• WORK REQUIRED
Please return all of the data exactly as written.

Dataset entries
^^^^^^^^

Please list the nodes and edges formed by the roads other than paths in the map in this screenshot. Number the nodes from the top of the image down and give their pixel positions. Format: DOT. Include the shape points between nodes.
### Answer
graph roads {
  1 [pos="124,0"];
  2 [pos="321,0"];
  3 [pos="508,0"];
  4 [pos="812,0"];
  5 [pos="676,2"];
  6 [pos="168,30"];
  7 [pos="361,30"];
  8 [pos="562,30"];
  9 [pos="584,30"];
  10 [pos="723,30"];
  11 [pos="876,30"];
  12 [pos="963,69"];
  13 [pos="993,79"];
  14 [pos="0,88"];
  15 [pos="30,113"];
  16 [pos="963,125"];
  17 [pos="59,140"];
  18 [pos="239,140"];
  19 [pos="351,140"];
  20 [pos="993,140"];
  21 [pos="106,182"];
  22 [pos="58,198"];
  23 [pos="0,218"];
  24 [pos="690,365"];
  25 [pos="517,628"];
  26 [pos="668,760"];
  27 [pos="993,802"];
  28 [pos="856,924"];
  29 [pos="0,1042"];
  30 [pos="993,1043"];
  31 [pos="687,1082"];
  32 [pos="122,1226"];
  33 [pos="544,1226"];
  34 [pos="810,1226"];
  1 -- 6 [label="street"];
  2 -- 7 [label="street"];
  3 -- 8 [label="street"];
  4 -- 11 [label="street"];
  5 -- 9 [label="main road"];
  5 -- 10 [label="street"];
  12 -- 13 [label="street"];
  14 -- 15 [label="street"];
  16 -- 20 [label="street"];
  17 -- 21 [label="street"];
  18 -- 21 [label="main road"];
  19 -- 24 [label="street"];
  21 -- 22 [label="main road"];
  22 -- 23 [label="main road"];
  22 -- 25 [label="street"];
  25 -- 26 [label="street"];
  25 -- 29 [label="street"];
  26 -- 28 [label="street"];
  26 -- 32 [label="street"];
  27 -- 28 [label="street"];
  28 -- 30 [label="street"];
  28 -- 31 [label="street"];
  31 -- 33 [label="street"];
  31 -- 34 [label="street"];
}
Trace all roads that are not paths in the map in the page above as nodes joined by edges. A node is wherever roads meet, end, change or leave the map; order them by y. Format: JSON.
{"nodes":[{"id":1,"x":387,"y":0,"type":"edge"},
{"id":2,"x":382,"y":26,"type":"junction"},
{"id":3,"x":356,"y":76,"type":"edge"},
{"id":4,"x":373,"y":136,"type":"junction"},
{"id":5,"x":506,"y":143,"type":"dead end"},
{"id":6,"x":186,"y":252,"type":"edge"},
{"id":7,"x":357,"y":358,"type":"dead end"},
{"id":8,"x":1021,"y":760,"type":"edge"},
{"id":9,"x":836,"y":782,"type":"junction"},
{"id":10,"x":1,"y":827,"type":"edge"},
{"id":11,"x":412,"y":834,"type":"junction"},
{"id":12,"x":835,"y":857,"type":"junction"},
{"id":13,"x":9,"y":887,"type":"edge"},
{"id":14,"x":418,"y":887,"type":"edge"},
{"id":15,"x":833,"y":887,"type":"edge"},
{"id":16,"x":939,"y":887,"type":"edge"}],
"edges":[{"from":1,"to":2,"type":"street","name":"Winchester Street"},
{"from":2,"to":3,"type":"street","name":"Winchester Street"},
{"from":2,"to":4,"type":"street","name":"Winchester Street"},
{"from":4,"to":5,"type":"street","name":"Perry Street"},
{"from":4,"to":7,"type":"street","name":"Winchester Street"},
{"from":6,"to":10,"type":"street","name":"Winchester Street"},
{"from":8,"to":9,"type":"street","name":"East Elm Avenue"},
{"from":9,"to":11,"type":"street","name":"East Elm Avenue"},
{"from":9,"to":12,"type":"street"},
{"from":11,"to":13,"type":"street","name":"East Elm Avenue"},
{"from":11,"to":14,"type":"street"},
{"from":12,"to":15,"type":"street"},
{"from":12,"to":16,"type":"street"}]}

^^^^^^^^

• ANSWER
Please list the nodes and edges formed by the roads other than paths in the map in this screenshot. Number the nodes from the top of the image down and give their pixel positions. Format: DOT. Include the shape points between nodes.
### Answer
graph roads {
  1 [pos="124,0"];
  2 [pos="321,0"];
  3 [pos="508,0"];
  4 [pos="812,0"];
  5 [pos="676,2"];
  6 [pos="168,30"];
  7 [pos="361,30"];
  8 [pos="562,30"];
  9 [pos="584,30"];
  10 [pos="723,30"];
  11 [pos="876,30"];
  12 [pos="963,69"];
  13 [pos="993,79"];
  14 [pos="0,88"];
  15 [pos="30,113"];
  16 [pos="963,125"];
  17 [pos="59,140"];
  18 [pos="239,140"];
  19 [pos="351,140"];
  20 [pos="993,140"];
  21 [pos="106,182"];
  22 [pos="58,198"];
  23 [pos="0,218"];
  24 [pos="690,365"];
  25 [pos="517,628"];
  26 [pos="668,760"];
  27 [pos="993,802"];
  28 [pos="856,924"];
  29 [pos="0,1042"];
  30 [pos="993,1043"];
  31 [pos="687,1082"];
  32 [pos="122,1226"];
  33 [pos="544,1226"];
  34 [pos="810,1226"];
  1 -- 6 [label="street"];
  2 -- 7 [label="street"];
  3 -- 8 [label="street"];
  4 -- 11 [label="street"];
  5 -- 9 [label="main road"];
  5 -- 10 [label="street"];
  12 -- 13 [label="street"];
  14 -- 15 [label="street"];
  16 -- 20 [label="street"];
  17 -- 21 [label="street"];
  18 -- 21 [label="main road"];
  19 -- 24 [label="street"];
  21 -- 22 [label="main road"];
  22 -- 23 [label="main road"];
  22 -- 25 [label="street"];
  25 -- 26 [label="street"];
  25 -- 29 [label="street"];
  26 -- 28 [label="street"];
  26 -- 32 [label="street"];
  27 -- 28 [label="street"];
  28 -- 30 [label="street"];
  28 -- 31 [label="street"];
  31 -- 33 [label="street"];
  31 -- 34 [label="street"];
}
Trace all roads that are not paths in the map in the page above as nodes joined by edges. A node is wherever roads meet, end, change or leave the map; order them by y. Format: JSON.
{"nodes":[{"id":1,"x":387,"y":0,"type":"edge"},
{"id":2,"x":382,"y":26,"type":"junction"},
{"id":3,"x":356,"y":76,"type":"edge"},
{"id":4,"x":373,"y":136,"type":"junction"},
{"id":5,"x":506,"y":143,"type":"dead end"},
{"id":6,"x":186,"y":252,"type":"edge"},
{"id":7,"x":357,"y":358,"type":"dead end"},
{"id":8,"x":1021,"y":760,"type":"edge"},
{"id":9,"x":836,"y":782,"type":"junction"},
{"id":10,"x":1,"y":827,"type":"edge"},
{"id":11,"x":412,"y":834,"type":"junction"},
{"id":12,"x":835,"y":857,"type":"junction"},
{"id":13,"x":9,"y":887,"type":"edge"},
{"id":14,"x":418,"y":887,"type":"edge"},
{"id":15,"x":833,"y":887,"type":"edge"},
{"id":16,"x":939,"y":887,"type":"edge"}],
"edges":[{"from":1,"to":2,"type":"street","name":"Winchester Street"},
{"from":2,"to":3,"type":"street","name":"Winchester Street"},
{"from":2,"to":4,"type":"street","name":"Winchester Street"},
{"from":4,"to":5,"type":"street","name":"Perry Street"},
{"from":4,"to":7,"type":"street","name":"Winchester Street"},
{"from":6,"to":10,"type":"street","name":"Winchester Street"},
{"from":8,"to":9,"type":"street","name":"East Elm Avenue"},
{"from":9,"to":11,"type":"street","name":"East Elm Avenue"},
{"from":9,"to":12,"type":"street"},
{"from":11,"to":13,"type":"street","name":"East Elm Avenue"},
{"from":11,"to":14,"type":"street"},
{"from":12,"to":15,"type":"street"},
{"from":12,"to":16,"type":"street"}]}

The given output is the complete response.